Assignment - Which lines in the records below contain the word "TOYOTA"? Copy each one.

[Stored data]
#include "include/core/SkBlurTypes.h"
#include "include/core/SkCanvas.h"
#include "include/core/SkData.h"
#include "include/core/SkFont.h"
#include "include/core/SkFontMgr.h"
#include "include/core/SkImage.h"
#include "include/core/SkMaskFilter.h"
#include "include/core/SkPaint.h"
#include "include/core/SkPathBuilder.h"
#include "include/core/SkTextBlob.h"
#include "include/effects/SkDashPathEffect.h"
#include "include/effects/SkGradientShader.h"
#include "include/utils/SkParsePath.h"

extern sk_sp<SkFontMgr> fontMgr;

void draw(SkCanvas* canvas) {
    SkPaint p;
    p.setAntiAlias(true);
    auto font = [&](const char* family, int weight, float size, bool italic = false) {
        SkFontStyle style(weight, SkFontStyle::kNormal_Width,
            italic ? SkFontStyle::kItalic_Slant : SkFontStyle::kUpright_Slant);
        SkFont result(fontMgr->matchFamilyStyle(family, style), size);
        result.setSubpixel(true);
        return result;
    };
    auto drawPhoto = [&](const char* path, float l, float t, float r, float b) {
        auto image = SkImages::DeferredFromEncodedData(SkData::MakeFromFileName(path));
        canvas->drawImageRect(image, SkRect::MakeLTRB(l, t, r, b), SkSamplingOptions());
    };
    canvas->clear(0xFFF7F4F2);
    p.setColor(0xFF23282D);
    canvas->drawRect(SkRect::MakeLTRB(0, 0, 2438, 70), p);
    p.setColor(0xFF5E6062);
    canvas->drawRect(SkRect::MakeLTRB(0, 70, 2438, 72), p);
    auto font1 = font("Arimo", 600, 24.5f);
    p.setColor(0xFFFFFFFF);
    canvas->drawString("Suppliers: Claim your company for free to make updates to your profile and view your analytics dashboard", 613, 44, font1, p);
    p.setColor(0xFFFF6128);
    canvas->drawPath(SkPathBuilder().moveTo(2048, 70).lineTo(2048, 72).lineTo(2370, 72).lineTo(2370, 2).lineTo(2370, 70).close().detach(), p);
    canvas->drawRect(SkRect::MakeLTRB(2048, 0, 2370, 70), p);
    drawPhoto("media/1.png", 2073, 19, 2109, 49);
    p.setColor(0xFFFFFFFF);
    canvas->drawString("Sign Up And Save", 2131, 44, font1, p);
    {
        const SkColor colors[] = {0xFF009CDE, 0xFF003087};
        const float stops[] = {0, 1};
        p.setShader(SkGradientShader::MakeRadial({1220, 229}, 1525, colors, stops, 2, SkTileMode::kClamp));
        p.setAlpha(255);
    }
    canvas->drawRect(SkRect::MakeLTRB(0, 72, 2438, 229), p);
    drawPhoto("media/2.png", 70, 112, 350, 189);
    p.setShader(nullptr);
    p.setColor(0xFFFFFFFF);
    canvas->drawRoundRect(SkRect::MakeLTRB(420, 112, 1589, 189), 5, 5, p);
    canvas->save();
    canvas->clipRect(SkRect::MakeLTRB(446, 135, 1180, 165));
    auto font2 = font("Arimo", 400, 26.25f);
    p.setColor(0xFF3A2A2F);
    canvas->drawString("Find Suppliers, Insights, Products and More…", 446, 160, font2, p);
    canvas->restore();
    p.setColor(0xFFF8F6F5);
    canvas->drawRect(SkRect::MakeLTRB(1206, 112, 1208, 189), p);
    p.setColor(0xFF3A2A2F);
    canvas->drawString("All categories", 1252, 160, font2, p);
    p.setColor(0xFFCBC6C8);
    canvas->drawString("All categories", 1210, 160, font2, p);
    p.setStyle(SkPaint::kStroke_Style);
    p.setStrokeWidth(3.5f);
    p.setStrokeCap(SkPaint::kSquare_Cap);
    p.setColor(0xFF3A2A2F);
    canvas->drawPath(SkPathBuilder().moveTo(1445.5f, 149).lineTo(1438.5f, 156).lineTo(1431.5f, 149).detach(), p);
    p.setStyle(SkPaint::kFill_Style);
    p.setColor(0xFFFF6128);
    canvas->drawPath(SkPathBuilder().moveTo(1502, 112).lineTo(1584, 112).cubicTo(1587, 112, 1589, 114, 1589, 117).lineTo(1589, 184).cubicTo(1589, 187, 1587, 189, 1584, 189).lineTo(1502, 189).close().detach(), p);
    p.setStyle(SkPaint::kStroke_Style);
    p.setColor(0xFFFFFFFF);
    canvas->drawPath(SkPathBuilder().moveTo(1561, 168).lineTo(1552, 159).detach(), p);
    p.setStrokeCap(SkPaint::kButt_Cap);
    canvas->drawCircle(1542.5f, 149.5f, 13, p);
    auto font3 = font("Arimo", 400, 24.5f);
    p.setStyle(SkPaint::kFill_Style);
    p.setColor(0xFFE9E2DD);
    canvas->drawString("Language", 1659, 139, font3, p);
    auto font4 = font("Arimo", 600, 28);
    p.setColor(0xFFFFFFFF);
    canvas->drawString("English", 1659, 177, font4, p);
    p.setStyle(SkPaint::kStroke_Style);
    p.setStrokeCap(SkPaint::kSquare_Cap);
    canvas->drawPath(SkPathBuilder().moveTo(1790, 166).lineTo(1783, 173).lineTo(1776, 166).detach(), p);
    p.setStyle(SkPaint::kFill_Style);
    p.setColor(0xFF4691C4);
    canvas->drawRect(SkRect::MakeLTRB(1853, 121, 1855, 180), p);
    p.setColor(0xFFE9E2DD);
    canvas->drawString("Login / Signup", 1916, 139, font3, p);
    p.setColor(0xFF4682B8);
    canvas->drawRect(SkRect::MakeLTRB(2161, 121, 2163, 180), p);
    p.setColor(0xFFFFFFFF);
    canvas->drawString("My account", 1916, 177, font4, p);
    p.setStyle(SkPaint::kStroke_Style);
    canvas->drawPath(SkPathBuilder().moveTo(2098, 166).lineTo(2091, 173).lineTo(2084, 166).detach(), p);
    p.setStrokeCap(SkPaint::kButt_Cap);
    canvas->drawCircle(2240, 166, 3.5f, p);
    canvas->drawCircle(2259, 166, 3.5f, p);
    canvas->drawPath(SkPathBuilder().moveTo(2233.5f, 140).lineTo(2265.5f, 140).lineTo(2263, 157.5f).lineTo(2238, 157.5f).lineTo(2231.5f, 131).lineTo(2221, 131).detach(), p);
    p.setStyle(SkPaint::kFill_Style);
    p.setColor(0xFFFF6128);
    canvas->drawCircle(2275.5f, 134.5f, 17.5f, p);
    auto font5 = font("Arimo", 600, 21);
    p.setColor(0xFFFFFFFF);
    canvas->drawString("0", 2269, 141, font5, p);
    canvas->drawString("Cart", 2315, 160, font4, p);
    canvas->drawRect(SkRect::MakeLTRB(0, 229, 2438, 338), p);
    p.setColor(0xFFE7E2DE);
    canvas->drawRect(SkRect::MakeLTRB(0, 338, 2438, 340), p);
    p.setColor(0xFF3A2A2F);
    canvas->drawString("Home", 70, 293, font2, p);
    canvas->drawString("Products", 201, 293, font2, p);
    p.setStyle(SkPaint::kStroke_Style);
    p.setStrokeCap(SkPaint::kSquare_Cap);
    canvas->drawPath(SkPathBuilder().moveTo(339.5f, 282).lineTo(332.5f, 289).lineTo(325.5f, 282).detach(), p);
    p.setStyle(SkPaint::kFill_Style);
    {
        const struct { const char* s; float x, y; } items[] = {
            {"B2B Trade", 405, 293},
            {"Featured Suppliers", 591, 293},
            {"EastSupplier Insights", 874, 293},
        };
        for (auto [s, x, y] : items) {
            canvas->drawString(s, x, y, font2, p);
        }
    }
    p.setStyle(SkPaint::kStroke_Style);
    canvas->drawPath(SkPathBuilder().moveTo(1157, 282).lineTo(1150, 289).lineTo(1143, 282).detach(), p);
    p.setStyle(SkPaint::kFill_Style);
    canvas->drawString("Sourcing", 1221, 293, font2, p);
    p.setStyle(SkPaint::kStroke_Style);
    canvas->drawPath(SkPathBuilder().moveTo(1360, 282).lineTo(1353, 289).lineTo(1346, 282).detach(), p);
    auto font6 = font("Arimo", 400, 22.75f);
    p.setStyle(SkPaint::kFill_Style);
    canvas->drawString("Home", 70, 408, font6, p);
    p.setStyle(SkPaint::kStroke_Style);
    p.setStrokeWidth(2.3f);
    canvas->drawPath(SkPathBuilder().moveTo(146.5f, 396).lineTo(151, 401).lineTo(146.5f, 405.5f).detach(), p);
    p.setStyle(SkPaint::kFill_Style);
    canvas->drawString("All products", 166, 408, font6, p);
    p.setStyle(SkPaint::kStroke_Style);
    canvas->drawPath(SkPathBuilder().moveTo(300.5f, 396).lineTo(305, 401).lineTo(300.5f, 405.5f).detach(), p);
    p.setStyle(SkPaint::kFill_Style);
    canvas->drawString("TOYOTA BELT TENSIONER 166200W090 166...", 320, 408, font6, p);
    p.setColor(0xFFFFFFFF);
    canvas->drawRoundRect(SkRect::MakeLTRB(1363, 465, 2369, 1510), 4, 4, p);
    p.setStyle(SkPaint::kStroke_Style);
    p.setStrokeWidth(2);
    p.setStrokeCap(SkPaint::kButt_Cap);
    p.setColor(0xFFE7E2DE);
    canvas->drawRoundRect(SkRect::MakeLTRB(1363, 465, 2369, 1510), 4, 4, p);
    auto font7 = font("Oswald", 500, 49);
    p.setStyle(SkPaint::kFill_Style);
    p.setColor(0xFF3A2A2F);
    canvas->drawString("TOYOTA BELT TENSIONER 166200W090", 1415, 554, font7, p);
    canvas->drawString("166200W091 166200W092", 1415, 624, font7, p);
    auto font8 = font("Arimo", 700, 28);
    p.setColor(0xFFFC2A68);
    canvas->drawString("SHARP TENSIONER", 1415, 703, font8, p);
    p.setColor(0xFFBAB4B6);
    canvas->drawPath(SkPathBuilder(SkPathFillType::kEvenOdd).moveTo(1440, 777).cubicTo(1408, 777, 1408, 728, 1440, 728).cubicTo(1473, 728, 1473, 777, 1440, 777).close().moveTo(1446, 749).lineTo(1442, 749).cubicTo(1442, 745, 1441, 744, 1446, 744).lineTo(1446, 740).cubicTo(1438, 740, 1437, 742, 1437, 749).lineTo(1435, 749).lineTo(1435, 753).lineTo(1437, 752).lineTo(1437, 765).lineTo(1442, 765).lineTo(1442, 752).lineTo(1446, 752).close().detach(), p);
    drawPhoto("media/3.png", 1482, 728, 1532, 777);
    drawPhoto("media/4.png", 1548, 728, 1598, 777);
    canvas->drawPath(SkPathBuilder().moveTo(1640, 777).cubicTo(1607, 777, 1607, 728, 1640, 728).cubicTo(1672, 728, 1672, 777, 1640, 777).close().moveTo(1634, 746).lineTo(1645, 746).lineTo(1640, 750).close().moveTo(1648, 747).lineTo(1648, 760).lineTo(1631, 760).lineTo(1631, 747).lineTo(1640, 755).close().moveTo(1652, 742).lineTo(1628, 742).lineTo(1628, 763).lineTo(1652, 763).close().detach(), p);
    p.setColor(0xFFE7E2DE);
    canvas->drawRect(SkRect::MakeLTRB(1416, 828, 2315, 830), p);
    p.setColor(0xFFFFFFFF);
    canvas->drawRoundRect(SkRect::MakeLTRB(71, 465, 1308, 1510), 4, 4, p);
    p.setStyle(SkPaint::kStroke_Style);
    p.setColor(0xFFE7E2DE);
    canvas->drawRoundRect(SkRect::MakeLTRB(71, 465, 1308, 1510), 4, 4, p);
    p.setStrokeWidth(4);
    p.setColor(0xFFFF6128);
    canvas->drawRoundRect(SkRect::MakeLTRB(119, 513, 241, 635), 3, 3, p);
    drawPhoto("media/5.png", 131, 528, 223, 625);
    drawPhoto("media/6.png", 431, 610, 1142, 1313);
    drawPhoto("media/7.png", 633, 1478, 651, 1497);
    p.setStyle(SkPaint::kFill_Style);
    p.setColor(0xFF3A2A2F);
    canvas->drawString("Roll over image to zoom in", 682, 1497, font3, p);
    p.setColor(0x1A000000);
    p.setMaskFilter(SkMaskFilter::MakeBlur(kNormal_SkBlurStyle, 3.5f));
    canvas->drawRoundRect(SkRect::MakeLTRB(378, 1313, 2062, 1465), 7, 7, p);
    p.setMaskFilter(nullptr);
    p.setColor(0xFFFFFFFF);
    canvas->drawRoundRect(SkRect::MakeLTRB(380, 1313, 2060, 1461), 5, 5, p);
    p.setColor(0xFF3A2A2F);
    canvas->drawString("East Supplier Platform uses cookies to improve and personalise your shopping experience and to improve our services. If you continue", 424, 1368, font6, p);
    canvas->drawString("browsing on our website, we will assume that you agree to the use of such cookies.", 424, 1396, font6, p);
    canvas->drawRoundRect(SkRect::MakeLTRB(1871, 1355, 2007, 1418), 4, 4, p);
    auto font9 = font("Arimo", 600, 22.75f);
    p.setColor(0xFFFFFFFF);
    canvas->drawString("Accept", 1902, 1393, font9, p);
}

Response area -
    canvas->drawString("TOYOTA BELT TENSIONER 166200W090 166...", 320, 408, font6, p);
    canvas->drawString("TOYOTA BELT TENSIONER 166200W090", 1415, 554, font7, p);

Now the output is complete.